Chapter 3 The Monte Carlo Search and its variants

In mathematics, as in physics, so much depends on chance Stanislaw ULAM

In this chapter, we present the different Monte Carlo methods which have been used to create playing programs for Phantom Go, and those we used to create our own method, the two-level Monte Carlo, which is presented in the next chapter. We will also present classical improvements for Monte Carlo, and which we have used in our programs.

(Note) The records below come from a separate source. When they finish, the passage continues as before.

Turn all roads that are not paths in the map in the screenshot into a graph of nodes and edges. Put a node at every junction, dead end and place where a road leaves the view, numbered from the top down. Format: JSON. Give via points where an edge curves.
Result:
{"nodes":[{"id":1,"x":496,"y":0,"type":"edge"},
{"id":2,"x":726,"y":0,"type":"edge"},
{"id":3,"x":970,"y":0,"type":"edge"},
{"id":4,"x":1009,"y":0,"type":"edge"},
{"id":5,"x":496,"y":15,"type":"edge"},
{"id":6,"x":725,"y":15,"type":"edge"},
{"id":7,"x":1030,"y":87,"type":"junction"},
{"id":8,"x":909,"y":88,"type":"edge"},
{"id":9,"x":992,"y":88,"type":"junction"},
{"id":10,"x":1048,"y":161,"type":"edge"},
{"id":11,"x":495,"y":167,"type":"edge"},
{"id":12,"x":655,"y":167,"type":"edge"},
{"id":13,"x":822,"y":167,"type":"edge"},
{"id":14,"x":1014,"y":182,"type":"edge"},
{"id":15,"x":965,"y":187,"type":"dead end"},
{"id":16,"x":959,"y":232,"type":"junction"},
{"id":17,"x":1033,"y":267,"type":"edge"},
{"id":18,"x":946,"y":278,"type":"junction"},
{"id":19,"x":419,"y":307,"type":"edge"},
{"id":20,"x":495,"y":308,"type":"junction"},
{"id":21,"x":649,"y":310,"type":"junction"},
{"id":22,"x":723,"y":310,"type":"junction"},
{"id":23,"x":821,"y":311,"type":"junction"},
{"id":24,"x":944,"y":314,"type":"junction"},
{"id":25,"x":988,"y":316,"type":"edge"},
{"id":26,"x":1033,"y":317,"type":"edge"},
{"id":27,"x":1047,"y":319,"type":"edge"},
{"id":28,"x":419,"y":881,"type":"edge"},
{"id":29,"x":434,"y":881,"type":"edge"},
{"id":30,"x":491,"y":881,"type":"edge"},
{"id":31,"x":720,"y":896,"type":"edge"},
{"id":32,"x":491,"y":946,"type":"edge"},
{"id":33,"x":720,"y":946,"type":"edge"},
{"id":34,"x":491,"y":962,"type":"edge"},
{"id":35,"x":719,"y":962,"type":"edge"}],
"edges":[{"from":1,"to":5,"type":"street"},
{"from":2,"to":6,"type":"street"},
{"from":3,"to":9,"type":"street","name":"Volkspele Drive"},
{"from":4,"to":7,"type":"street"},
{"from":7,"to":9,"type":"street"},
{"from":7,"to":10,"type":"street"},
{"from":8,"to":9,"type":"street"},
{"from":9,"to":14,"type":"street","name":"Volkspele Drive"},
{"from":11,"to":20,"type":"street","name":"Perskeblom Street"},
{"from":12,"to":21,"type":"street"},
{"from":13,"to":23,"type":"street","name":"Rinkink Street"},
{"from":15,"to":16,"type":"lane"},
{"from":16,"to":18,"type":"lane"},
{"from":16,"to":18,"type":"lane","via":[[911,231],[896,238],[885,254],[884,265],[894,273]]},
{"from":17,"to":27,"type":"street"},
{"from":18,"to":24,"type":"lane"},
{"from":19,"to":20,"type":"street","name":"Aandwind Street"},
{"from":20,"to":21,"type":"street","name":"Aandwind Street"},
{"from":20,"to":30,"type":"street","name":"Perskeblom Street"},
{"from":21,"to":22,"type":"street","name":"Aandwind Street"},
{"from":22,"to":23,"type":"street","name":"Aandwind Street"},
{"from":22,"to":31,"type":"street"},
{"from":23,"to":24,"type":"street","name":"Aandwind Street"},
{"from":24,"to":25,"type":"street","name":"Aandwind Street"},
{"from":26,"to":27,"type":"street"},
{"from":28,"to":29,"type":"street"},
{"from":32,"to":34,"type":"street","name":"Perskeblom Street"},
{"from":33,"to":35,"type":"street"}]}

3.1 Flat Monte Carlo search

As we explained, we can deal with games by solving them (for instance explore the whole tree of an extensive form game) and getting the Nash equilibrium (see for instance [23] for that kind of methods), but this is sometimes too long, and we prefer dealing with it by exploring only parts of the tree. This is the idea of the Monte Carlo Search. The Monte Carlo method has been discovered in 1949 in the article [28]. It has been applied to games, particularly Go, because the domain was too wide to use classical minimax methods. In spite of exploring the whole tree of the game, for each child of the current position, we only explore certain path to a final position, and from the results obtained, we approximate the value of this child. The paths are called “playouts”. Monte Carlo method has got many improvements since its creation, as [6] shows. It has then been used on imperfect information games (see for instance [15]). The program of Cazenave, [8] and [10], uses this principle, as shown on Figure 3.1.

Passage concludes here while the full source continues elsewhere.